Section : MODERN THOUGHT
Issue Date : 6 / 1990  4,455 Words
Author : Jon R. Conte
Jon R. Conte is an associate professor at the School of Social Service Administration at the University of Chicago. He is editor of the Journal of Interpersonal Violence and Violence UpDate. A part president of the American Professional Society on the Abuse of Children, Conte maintains a private practice in Chicago working with adult and child victims of sexual abuse.
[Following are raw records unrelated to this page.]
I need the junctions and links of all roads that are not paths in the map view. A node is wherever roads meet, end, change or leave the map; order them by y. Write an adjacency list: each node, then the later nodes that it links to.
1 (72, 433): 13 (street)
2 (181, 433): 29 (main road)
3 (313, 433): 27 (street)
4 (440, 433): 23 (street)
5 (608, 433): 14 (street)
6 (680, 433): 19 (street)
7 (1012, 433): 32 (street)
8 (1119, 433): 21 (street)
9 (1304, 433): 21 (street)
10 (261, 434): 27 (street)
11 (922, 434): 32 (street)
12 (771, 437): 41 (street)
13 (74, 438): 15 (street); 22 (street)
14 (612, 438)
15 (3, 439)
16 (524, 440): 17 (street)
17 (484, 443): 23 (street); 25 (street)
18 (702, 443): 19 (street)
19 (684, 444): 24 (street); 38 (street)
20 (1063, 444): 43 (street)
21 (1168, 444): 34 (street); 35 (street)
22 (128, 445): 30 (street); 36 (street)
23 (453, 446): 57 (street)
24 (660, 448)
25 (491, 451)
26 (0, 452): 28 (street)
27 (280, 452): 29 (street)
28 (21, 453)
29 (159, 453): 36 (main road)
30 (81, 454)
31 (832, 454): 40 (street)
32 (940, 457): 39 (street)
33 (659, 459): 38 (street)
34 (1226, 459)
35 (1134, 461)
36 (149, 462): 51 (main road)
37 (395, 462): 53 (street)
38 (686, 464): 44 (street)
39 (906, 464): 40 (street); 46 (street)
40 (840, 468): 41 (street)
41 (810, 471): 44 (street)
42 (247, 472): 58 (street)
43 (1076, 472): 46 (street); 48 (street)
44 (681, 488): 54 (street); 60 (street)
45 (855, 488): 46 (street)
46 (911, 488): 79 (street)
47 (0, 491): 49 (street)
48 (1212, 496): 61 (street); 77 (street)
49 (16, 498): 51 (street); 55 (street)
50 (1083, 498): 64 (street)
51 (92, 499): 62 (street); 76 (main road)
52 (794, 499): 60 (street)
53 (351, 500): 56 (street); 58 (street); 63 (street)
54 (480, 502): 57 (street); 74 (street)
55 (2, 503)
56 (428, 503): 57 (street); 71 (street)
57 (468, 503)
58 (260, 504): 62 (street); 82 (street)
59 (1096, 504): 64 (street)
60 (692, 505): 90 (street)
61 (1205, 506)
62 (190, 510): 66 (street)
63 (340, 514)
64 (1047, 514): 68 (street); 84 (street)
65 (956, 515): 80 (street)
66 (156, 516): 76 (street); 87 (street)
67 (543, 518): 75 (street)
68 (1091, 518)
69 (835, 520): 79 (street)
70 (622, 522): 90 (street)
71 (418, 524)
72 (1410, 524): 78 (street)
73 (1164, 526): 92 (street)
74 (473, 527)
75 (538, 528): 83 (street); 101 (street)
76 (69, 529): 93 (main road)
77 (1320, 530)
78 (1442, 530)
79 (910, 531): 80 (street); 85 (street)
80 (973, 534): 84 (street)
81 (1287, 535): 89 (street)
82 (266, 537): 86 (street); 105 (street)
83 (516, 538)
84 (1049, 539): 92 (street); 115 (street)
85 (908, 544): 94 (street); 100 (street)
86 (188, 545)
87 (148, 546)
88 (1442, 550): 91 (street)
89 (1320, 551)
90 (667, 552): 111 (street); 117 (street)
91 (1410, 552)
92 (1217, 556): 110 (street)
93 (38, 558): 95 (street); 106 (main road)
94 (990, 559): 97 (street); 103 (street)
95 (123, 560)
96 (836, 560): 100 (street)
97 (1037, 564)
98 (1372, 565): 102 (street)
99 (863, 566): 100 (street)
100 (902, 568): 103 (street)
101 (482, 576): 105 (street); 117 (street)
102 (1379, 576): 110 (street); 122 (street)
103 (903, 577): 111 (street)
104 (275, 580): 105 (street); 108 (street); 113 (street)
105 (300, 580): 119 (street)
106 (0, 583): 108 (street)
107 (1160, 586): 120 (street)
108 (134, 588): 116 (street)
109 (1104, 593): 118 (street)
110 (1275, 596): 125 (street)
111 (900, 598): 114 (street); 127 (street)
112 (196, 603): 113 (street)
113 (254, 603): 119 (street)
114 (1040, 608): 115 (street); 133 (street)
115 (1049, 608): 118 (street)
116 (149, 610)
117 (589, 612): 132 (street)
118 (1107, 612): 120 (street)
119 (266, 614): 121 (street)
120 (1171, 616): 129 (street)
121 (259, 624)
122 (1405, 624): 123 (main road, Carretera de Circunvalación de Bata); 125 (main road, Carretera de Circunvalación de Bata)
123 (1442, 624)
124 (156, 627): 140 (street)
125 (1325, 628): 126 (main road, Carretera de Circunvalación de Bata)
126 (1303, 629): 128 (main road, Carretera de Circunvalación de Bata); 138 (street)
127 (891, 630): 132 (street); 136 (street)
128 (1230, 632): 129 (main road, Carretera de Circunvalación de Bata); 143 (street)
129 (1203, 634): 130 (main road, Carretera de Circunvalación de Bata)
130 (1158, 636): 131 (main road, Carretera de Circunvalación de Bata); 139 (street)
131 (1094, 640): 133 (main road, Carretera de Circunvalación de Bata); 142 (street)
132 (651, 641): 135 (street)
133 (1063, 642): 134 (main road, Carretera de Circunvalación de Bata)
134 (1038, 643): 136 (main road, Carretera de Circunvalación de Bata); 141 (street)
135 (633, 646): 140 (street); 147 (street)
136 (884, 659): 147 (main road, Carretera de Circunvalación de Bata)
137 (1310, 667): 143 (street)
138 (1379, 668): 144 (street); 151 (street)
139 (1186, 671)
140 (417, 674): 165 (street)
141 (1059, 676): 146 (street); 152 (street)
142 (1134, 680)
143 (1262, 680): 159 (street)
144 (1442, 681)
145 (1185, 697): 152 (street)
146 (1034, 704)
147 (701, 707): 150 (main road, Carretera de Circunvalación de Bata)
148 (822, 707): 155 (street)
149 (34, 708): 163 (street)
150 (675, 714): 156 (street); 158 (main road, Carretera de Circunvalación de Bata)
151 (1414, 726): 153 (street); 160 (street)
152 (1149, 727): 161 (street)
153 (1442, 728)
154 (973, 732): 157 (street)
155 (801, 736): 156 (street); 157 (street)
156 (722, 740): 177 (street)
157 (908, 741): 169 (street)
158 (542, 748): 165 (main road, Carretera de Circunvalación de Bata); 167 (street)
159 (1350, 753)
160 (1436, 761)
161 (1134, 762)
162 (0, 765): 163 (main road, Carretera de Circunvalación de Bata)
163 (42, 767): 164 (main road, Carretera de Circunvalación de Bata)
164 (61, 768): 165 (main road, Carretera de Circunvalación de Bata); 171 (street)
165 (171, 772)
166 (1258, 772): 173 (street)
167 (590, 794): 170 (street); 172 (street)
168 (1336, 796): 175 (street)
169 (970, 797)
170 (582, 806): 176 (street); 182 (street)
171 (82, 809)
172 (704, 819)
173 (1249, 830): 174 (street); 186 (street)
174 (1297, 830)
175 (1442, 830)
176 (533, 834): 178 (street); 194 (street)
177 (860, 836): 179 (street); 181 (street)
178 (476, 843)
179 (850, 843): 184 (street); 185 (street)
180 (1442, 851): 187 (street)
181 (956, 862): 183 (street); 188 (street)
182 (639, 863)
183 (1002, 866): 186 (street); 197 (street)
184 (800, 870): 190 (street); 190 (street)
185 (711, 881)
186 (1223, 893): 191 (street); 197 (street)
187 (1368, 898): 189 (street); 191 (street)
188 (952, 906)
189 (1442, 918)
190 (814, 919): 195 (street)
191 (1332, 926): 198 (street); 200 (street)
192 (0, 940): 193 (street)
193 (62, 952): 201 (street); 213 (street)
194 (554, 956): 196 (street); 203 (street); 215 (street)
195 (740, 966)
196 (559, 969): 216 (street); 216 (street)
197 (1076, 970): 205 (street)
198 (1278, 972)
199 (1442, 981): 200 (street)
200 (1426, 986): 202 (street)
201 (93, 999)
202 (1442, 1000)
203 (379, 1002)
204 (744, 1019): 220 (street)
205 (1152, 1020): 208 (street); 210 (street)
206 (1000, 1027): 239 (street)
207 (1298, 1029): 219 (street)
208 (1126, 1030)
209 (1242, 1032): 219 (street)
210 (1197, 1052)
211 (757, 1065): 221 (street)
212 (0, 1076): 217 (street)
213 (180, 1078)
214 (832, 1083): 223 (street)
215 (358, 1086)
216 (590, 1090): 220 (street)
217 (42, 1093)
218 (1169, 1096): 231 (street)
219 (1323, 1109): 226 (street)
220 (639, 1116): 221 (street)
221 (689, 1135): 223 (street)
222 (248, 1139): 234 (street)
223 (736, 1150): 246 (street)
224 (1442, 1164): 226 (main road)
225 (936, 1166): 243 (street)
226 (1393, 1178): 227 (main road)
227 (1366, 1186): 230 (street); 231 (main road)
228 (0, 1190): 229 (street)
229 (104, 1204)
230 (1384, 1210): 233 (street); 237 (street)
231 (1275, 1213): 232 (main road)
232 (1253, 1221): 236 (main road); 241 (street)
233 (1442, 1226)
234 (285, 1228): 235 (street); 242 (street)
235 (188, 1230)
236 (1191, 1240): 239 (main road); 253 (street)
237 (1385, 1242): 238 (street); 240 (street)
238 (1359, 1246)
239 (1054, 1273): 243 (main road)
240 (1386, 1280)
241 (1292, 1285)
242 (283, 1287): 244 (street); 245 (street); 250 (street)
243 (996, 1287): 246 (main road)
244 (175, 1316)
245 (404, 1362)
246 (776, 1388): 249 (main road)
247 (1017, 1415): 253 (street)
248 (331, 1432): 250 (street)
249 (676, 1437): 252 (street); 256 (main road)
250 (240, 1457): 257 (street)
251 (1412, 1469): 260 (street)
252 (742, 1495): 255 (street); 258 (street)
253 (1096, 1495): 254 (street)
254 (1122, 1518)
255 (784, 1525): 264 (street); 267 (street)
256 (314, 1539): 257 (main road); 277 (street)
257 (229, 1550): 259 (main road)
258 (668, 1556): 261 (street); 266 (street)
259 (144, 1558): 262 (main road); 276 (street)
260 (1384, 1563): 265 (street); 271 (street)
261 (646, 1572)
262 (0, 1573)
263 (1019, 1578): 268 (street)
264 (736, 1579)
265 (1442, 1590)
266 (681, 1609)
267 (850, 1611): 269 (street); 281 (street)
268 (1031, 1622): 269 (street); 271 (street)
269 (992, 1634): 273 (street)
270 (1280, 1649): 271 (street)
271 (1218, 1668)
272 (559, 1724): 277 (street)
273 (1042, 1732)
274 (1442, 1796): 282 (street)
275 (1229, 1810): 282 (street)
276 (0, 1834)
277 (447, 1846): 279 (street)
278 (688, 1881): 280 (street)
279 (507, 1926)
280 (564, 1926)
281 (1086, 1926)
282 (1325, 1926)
       Citizens around the world have recently been visited by images of grandmotherly Peggy McMartin and her son, Ray (looking not unlike the guy next door), who were tried for child sexual abuse and other crimes in the longest-running criminal trial in American history. In spite of the jury's not-guilty verdicts, polls assert that many Americans believe that some of the children were sexually abused. But interviews with some of the jurors suggest that they, like many of us, found it difficult to believe the children when they described sexual abuse involving bizarre and horrible practices, or that adults who look like our fathers, brothers, neighbors, ministers, or other respected adults could rape and otherwise sexually abuse children.
       
        Although the last ten years have witnessed a dramatic increase in public awareness that large numbers of children are sexually abused by adults to whom they are related or with whom they have an ongoing relationship, it remains extremely difficult for most of us to fully grasp how it is possible for an adult to have sex with a child, what the nature and etiology of sexual use of a child by an older person is, and how an informed society should respond to adults who commit sexual acts against children.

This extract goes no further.